Asian Spinach Salad

17 04 2010

All I want to eat these days is salad. Maybe it’s because I’m still making up for all those lost vegetables while I was nibbling peanut butter and apples on my camping trip. More likely it’s because it’s been a long winter of squash and potatoes and I’m excited about fresh greens.

When I come home from the farmers’ market, I like to toss baby greens with the barest of dressings: extra-virgin olive oil, lemon juice, freshly-ground black pepper, parmesan. But when those greens have run out and I need to supplement with organic spinach from the store, I like stronger flavors, like the ones in this Asian Spinach Salad from Bon Appetit.

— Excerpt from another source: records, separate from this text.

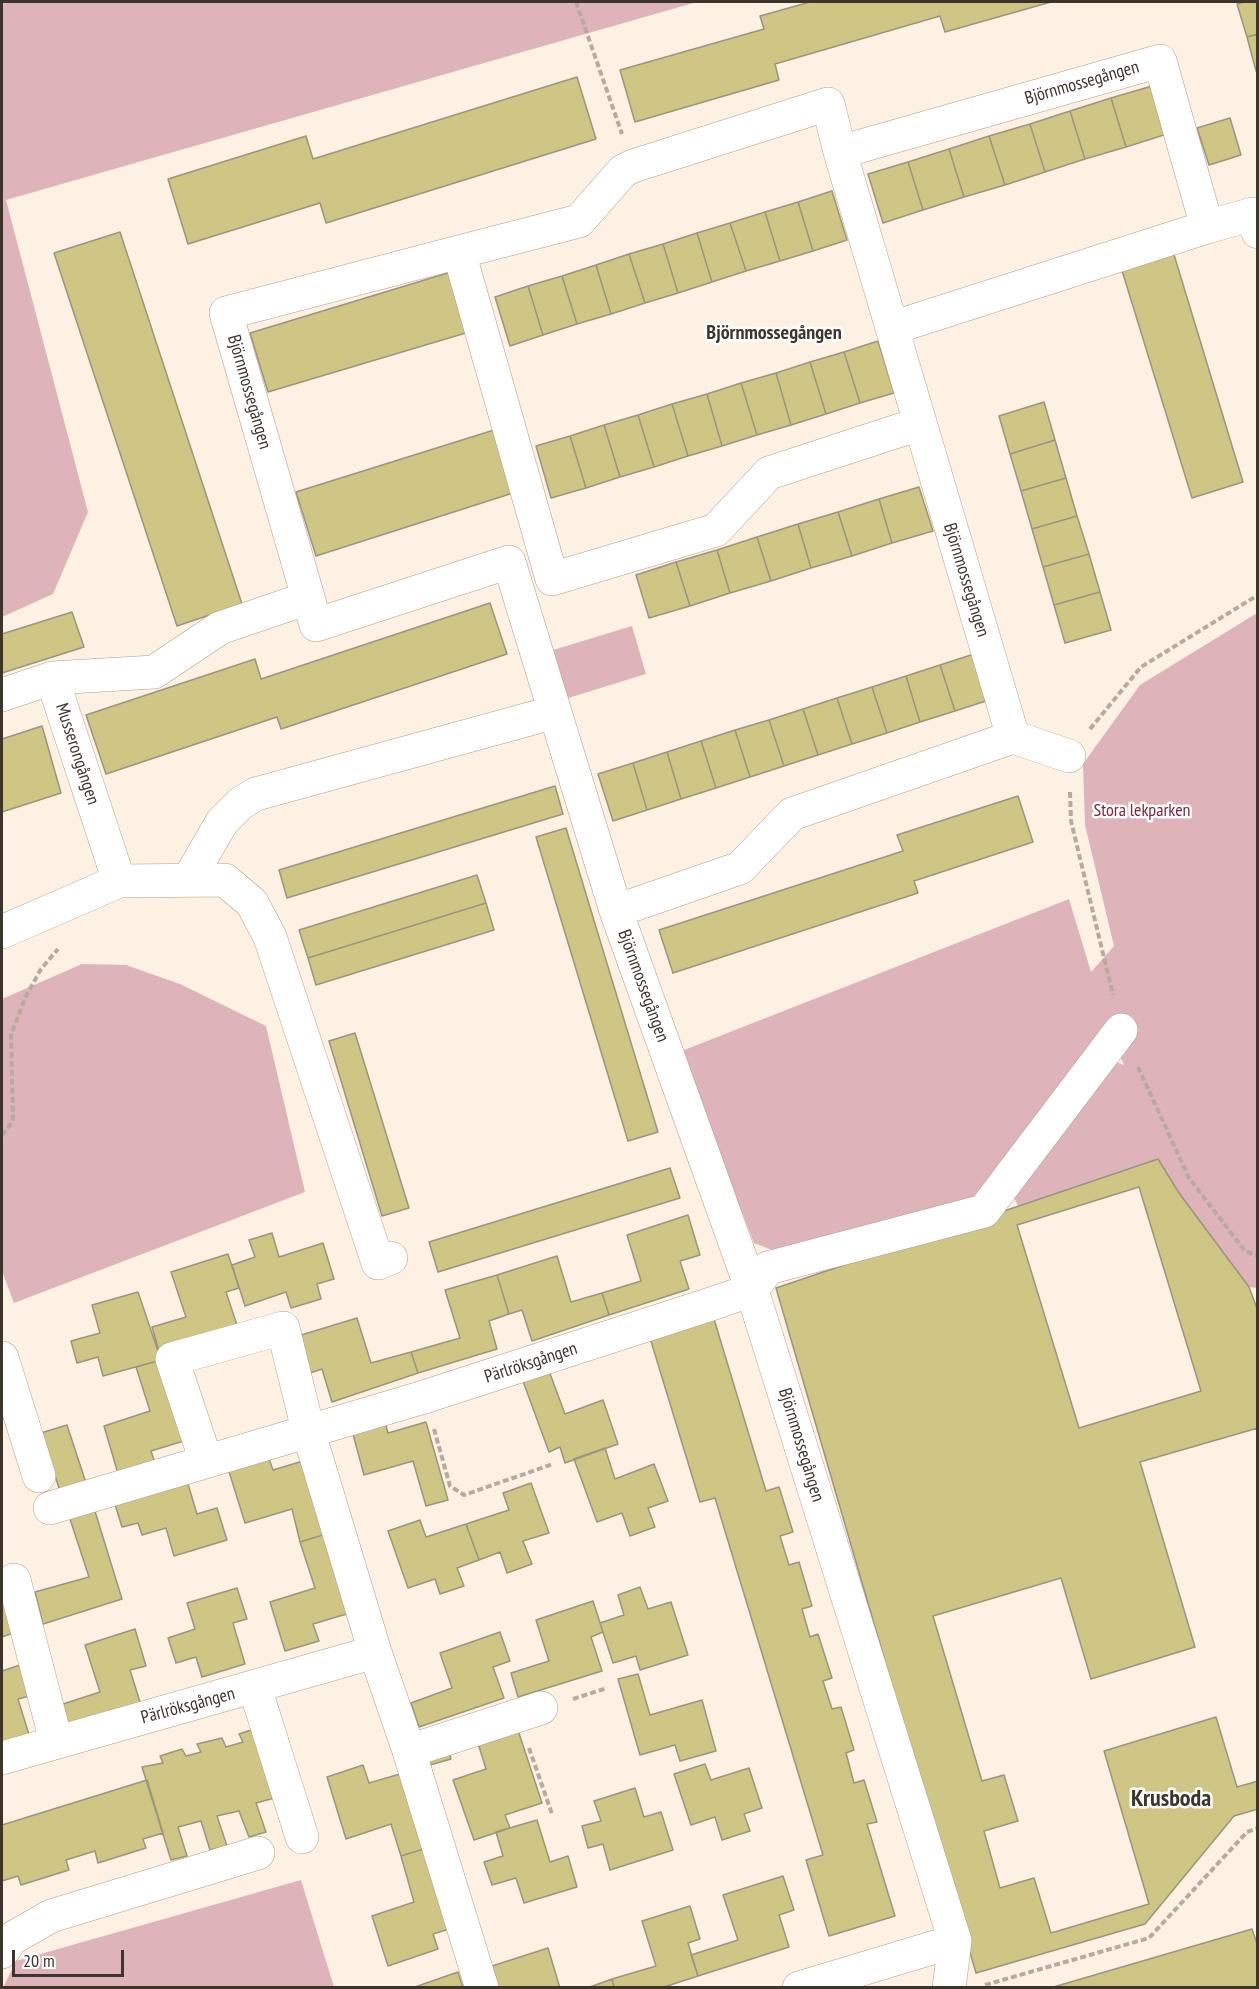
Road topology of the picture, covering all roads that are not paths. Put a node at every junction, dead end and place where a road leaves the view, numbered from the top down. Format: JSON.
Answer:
{"nodes":[{"id":1,"x":840,"y":152,"type":"junction"},
{"id":2,"x":1207,"y":227,"type":"junction"},
{"id":3,"x":1257,"y":232,"type":"edge"},
{"id":4,"x":459,"y":252,"type":"junction"},
{"id":5,"x":891,"y":328,"type":"junction"},
{"id":6,"x":919,"y":424,"type":"junction"},
{"id":7,"x":552,"y":579,"type":"junction"},
{"id":8,"x":518,"y":591,"type":"junction"},
{"id":9,"x":308,"y":598,"type":"junction"},
{"id":10,"x":52,"y":678,"type":"junction"},
{"id":11,"x":2,"y":695,"type":"edge"},
{"id":12,"x":555,"y":712,"type":"junction"},
{"id":13,"x":1013,"y":736,"type":"junction"},
{"id":14,"x":1069,"y":756,"type":"road end"},
{"id":15,"x":189,"y":879,"type":"junction"},
{"id":16,"x":119,"y":881,"type":"junction"},
{"id":17,"x":616,"y":911,"type":"junction"},
{"id":18,"x":2,"y":932,"type":"edge"},
{"id":19,"x":1121,"y":1030,"type":"road end"},
{"id":20,"x":391,"y":1258,"type":"dead end"},
{"id":21,"x":752,"y":1290,"type":"junction"},
{"id":22,"x":2,"y":1358,"type":"edge"},
{"id":23,"x":308,"y":1430,"type":"junction"},
{"id":24,"x":206,"y":1461,"type":"junction"},
{"id":25,"x":39,"y":1476,"type":"dead end"},
{"id":26,"x":50,"y":1508,"type":"dead end"},
{"id":27,"x":14,"y":1580,"type":"dead end"},
{"id":28,"x":375,"y":1652,"type":"junction"},
{"id":29,"x":255,"y":1688,"type":"junction"},
{"id":30,"x":530,"y":1712,"type":"road end"},
{"id":31,"x":56,"y":1741,"type":"junction"},
{"id":32,"x":409,"y":1750,"type":"junction"},
{"id":33,"x":2,"y":1758,"type":"edge"},
{"id":34,"x":302,"y":1837,"type":"dead end"},
{"id":35,"x":258,"y":1853,"type":"dead end"},
{"id":36,"x":955,"y":1941,"type":"junction"},
{"id":37,"x":2,"y":1952,"type":"edge"},
{"id":38,"x":482,"y":1988,"type":"edge"},
{"id":39,"x":799,"y":1988,"type":"edge"},
{"id":40,"x":948,"y":1988,"type":"edge"}],
"edges":[{"from":1,"to":2,"type":"street","name":"Björnmossegången"},
{"from":1,"to":4,"type":"street","name":"Björnmossegången"},
{"from":1,"to":5,"type":"street","name":"Björnmossegången"},
{"from":2,"to":3,"type":"street"},
{"from":2,"to":5,"type":"street"},
{"from":4,"to":7,"type":"street"},
{"from":4,"to":9,"type":"street","name":"Björnmossegången"},
{"from":5,"to":6,"type":"street","name":"Björnmossegången"},
{"from":6,"to":7,"type":"street"},
{"from":6,"to":13,"type":"street","name":"Björnmossegången"},
{"from":7,"to":8,"type":"street"},
{"from":8,"to":9,"type":"street","name":"Björnmossegången"},
{"from":8,"to":12,"type":"street","name":"Björnmossegången"},
{"from":9,"to":10,"type":"street"},
{"from":10,"to":11,"type":"street"},
{"from":10,"to":16,"type":"street","name":"Musserongången"},
{"from":12,"to":15,"type":"street"},
{"from":12,"to":17,"type":"street","name":"Björnmossegången"},
{"from":13,"to":14,"type":"street"},
{"from":13,"to":17,"type":"street","name":"Björnmossegången"},
{"from":15,"to":16,"type":"street"},
{"from":15,"to":20,"type":"street"},
{"from":16,"to":18,"type":"street"},
{"from":17,"to":21,"type":"street","name":"Björnmossegången"},
{"from":19,"to":21,"type":"street"},
{"from":21,"to":23,"type":"street","name":"Pärlröksgången"},
{"from":21,"to":36,"type":"street","name":"Björnmossegången"},
{"from":22,"to":25,"type":"street"},
{"from":23,"to":24,"type":"street","name":"Pärlröksgången"},
{"from":23,"to":24,"type":"street"},
{"from":23,"to":28,"type":"street"},
{"from":24,"to":26,"type":"street","name":"Pärlröksgången"},
{"from":27,"to":31,"type":"street"},
{"from":28,"to":29,"type":"street","name":"Pärlröksgången"},
{"from":28,"to":32,"type":"street"},
{"from":29,"to":31,"type":"street","name":"Pärlröksgången"},
{"from":29,"to":34,"type":"street"},
{"from":30,"to":32,"type":"street"},
{"from":31,"to":33,"type":"street","name":"Pärlröksgången"},
{"from":32,"to":38,"type":"street"},
{"from":35,"to":37,"type":"street"},
{"from":36,"to":39,"type":"street"},
{"from":36,"to":40,"type":"street","name":"Björnmossegången"}]}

The dressing is nothing revelatory, just olive oil, sugar, rice vinegar and soy sauce. It’s the topping — toasted ramen noodles, almonds and sesame seeds — that makes this dish so good. I wouldn’t buy ramen noodles for any other reason, given that they’re full of things I can’t pronounce and don’t believe in, but given the small amount of them you actually eat in this salad (and how delicious they are in it) I choose to include them. Just make sure to throw that flavoring packet straight in the trash.

If you make the recipe, I suggest using 4 or 5 tablespoons of olive oil instead of the recommended 8 (for a total of 3 or 4 in the dressing, plus extra for toasting the noodles). I also cut back the sugar from 3 tablespoons to 2. And I avoid the green onions altogether, since raw onions of any sort tend to overpower a dish. (Not to mention that health issue I wrote about earlier.) Lastly, the directions call for toasting the noodles, nuts and sesame seeds together, but the sesame seeds get done before the noodles so it’s better to add the seeds halfway through.

Click here for the recipe for Asian Spinach Salad.





A Word About Arugula

9 06 2009

IMG_0700“So what’s the deal with arugula?”

An older gentleman came up to my booth at the Local Foods Festival and blurted out this question, as if it had been bottled up inside him for years and he’d been too embarrassed to ask. We talked about the green for a while — how it’s peppery and can be eaten by itself in salads or mixed with other greens to temper the flavor, and how it’s usually grown in a greenhouse early in the season before arriving from the fields in June. Then he paused and said, “Couldn’t you just eat spinach instead?”

I had to laugh. Sure you can eat spinach, and sometimes I do, especially if the only arugula is sealed up in plastic bags and you can’t take a bite to check the strength. (Once I made an arugula salad for company that was so strong, we had to toss it. And I don’t mean with dressing.) You can substitute spinach for arugula in nearly any recipe you find. But why would you, unless you have a hankering for sugary dressing and bacon bits? If you want a salad that’s an integral part of the meal, not just something served on the side, then take a chance on this more flavorful green.

I thought of this gentleman and his question when I bought a tangle of baby arugula at the farmers market. So far we’ve enjoyed it in salads (our favorite is Arugula with Hazelnuts and Cranberries) and wilted in a frittata. How good is the arugula? So good that on the one night I didn’t serve it with dinner, my husband looked so disappointed that we hastily put an arugula salad together. I can’t imagine missing spinach that much.